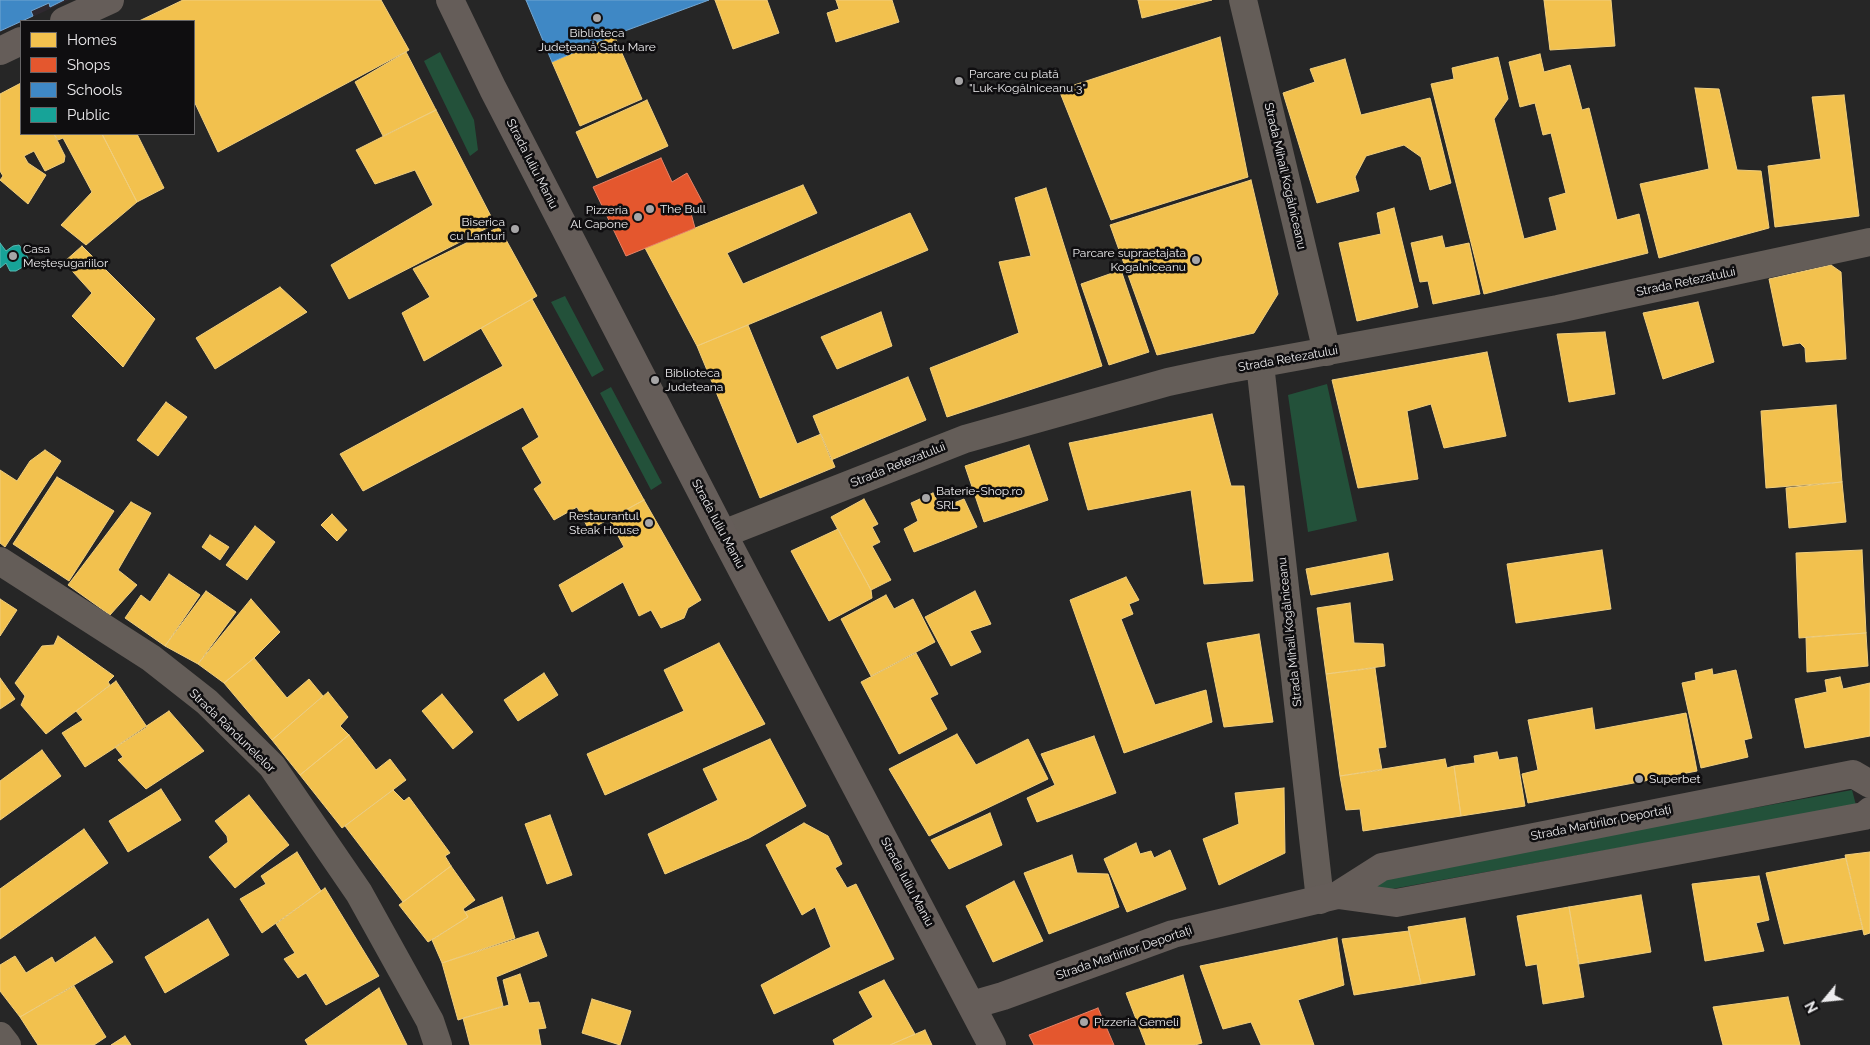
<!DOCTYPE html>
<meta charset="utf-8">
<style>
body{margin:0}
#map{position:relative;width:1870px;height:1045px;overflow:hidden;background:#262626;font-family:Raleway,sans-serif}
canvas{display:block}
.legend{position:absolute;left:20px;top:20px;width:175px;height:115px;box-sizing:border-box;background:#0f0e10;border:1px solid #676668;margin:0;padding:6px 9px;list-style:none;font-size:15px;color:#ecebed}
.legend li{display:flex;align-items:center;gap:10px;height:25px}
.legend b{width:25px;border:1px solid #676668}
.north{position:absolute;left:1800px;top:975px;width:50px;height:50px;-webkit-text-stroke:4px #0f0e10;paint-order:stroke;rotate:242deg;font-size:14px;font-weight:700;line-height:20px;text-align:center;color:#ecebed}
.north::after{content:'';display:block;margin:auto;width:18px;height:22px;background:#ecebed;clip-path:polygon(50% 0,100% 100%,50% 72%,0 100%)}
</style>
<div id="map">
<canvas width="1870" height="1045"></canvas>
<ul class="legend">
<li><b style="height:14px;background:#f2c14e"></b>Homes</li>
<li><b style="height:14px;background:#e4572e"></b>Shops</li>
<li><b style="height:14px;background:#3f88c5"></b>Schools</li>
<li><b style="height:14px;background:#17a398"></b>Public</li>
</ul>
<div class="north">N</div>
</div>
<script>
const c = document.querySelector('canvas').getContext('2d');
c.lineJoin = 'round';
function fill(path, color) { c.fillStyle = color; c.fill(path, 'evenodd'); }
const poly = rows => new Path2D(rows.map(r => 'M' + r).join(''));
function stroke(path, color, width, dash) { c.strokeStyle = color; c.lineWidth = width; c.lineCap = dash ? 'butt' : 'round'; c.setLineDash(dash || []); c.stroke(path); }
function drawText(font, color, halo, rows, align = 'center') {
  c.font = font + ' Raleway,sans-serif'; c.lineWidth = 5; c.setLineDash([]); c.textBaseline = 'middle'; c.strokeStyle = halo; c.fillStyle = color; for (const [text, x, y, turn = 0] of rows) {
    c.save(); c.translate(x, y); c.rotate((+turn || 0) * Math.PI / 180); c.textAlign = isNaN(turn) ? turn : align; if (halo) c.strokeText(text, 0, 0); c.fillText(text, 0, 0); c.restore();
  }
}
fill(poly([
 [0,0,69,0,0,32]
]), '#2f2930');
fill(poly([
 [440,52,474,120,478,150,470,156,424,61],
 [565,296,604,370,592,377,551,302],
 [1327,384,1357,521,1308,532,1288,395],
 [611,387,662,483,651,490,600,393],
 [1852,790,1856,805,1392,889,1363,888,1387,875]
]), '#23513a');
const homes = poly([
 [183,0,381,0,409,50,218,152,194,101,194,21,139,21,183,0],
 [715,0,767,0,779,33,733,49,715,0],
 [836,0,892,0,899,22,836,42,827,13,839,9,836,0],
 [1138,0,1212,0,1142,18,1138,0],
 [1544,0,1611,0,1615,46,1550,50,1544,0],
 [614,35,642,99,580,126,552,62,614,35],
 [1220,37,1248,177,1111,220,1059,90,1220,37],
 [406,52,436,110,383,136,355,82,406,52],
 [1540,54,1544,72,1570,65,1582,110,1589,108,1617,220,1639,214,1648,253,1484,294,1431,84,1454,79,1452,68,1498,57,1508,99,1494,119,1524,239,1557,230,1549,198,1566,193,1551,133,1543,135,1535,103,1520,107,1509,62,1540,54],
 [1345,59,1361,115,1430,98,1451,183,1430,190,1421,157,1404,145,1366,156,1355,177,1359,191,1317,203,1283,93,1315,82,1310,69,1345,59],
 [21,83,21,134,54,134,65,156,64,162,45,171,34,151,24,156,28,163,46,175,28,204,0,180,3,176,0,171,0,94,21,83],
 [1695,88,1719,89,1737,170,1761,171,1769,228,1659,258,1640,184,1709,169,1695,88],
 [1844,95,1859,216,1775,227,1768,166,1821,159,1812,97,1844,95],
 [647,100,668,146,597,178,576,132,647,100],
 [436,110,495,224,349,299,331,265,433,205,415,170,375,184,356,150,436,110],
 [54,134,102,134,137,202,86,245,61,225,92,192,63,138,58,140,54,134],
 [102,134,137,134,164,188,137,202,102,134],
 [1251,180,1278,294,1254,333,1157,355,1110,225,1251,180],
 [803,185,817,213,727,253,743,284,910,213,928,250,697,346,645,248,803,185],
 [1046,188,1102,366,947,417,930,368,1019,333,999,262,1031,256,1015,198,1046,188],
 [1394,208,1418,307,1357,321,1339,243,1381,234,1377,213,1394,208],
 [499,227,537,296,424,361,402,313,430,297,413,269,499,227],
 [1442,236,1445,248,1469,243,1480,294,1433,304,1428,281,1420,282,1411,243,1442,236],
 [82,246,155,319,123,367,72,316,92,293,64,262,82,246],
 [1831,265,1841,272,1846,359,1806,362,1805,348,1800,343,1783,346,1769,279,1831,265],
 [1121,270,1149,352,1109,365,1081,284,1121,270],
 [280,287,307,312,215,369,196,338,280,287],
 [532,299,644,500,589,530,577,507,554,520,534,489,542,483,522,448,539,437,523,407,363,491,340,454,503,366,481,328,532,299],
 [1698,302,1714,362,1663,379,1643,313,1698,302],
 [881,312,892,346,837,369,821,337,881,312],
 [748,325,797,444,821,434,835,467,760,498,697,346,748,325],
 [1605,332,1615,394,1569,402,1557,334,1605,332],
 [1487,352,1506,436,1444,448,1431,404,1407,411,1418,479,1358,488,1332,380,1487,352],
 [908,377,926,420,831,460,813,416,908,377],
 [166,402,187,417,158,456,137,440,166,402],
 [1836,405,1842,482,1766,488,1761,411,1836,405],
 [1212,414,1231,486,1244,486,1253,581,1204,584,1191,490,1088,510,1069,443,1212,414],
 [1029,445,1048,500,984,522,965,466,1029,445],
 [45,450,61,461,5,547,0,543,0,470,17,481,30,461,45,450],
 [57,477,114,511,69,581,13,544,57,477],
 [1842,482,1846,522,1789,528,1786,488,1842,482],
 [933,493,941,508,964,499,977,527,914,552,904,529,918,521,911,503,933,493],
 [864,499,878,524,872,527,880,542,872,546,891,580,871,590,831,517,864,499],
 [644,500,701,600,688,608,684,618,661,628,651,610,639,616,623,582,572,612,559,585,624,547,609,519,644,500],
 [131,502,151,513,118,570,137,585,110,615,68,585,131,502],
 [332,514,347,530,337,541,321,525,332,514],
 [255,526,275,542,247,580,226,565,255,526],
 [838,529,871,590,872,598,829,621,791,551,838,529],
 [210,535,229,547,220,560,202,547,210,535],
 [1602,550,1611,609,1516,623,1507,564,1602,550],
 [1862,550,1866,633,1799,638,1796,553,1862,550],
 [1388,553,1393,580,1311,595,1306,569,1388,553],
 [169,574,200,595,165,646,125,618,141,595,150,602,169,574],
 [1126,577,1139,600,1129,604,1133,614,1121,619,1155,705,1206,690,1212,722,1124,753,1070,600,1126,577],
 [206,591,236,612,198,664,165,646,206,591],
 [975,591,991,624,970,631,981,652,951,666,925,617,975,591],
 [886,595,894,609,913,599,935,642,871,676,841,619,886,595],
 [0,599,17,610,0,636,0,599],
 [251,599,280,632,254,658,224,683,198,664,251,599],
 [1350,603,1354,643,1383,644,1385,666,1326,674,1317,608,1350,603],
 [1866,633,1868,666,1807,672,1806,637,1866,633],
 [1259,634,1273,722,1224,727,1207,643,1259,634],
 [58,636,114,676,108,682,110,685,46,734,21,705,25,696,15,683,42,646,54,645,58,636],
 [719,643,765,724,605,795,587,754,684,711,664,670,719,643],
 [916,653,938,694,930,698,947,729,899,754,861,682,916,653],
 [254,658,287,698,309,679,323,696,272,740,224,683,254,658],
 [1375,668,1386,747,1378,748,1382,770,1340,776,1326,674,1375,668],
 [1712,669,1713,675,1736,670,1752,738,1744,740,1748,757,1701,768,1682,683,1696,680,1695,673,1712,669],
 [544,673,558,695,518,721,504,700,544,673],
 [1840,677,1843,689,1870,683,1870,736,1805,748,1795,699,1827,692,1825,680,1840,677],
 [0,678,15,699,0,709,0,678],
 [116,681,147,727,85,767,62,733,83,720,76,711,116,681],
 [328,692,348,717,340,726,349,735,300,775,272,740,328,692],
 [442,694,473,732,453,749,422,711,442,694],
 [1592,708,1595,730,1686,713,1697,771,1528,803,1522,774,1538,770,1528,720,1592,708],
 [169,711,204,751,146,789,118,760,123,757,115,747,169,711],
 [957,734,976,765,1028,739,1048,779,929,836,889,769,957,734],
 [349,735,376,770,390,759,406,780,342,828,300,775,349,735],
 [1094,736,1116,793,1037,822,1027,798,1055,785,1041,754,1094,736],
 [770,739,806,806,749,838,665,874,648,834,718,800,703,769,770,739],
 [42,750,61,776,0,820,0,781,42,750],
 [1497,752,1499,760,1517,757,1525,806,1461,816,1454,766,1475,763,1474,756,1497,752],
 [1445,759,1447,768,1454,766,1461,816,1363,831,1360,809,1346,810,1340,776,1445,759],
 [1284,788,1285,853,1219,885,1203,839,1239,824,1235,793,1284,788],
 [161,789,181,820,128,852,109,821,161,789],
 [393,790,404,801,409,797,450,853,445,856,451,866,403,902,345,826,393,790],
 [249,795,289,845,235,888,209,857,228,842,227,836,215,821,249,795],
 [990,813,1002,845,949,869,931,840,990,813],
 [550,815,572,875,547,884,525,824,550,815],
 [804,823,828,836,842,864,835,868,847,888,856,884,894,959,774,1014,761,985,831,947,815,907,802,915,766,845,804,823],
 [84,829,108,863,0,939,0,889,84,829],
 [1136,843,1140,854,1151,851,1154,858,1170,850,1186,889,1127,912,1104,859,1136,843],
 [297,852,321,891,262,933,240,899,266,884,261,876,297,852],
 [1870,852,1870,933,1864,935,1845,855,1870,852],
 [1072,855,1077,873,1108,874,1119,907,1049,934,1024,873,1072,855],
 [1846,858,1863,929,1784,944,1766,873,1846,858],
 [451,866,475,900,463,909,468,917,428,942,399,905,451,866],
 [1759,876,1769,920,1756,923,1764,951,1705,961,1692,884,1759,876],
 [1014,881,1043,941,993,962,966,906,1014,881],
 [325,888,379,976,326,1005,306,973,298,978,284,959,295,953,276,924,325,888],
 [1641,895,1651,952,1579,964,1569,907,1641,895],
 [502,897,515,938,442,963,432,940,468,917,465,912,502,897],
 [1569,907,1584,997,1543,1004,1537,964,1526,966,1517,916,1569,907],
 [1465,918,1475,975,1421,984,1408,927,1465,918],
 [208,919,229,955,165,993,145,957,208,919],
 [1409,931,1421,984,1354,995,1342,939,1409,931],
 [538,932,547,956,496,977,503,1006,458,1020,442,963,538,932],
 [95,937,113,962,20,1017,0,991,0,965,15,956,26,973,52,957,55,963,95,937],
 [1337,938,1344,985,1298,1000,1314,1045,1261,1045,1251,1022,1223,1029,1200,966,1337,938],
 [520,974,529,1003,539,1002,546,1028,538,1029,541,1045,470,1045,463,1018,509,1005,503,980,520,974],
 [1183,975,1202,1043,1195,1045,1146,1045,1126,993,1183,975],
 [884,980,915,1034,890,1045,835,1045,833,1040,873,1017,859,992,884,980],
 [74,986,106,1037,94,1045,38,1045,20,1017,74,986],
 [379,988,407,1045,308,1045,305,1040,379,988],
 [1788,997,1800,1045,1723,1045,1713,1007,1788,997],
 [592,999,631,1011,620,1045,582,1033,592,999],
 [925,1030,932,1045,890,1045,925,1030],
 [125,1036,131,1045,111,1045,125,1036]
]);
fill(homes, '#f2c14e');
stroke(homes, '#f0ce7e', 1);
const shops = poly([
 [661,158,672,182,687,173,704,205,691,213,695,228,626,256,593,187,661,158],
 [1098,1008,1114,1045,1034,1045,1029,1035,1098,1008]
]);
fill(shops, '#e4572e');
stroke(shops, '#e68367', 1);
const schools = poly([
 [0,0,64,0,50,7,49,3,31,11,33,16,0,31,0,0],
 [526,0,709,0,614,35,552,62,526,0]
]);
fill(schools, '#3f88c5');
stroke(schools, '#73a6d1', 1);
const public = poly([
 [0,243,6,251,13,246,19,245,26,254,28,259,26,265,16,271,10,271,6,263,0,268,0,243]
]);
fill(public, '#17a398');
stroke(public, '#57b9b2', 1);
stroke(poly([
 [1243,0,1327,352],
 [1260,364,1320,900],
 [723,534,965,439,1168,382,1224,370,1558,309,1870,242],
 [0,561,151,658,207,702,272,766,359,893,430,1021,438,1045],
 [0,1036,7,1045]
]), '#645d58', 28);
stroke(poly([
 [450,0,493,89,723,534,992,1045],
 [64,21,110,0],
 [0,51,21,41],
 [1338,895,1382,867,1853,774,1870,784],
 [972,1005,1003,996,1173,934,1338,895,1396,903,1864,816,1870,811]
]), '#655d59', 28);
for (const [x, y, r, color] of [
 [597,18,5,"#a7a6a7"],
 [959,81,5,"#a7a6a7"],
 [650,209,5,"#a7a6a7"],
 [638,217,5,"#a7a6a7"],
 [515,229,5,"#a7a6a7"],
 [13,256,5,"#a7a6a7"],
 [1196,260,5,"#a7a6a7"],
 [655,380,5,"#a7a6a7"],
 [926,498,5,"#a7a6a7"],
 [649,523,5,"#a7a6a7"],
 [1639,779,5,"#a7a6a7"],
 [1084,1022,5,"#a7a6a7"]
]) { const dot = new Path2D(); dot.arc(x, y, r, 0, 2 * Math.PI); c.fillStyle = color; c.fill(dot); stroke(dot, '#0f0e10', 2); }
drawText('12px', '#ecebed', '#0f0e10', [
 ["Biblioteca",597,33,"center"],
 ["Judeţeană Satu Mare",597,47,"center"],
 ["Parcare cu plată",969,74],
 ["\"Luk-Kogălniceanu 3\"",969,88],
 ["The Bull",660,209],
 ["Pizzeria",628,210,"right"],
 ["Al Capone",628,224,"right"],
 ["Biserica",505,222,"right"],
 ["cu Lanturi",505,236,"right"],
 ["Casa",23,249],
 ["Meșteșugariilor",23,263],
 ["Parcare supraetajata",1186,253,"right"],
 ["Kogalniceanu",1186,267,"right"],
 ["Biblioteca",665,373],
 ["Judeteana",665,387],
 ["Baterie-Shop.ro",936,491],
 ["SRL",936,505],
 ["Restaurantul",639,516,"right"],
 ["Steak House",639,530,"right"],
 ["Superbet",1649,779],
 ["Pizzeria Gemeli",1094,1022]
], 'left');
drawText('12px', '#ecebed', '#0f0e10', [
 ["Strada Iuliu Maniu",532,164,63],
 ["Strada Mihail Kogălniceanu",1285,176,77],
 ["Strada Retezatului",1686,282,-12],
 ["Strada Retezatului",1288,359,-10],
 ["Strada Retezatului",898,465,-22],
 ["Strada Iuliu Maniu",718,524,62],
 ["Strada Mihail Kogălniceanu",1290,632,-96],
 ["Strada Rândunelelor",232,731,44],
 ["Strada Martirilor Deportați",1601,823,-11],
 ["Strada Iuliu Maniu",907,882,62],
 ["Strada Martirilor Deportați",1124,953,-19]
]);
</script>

------------------------------

■ **Exercise**
Looking at each line of the records, count the ones where the word "halo" appears, and report only the count.

■ **Reply to the exercise**
3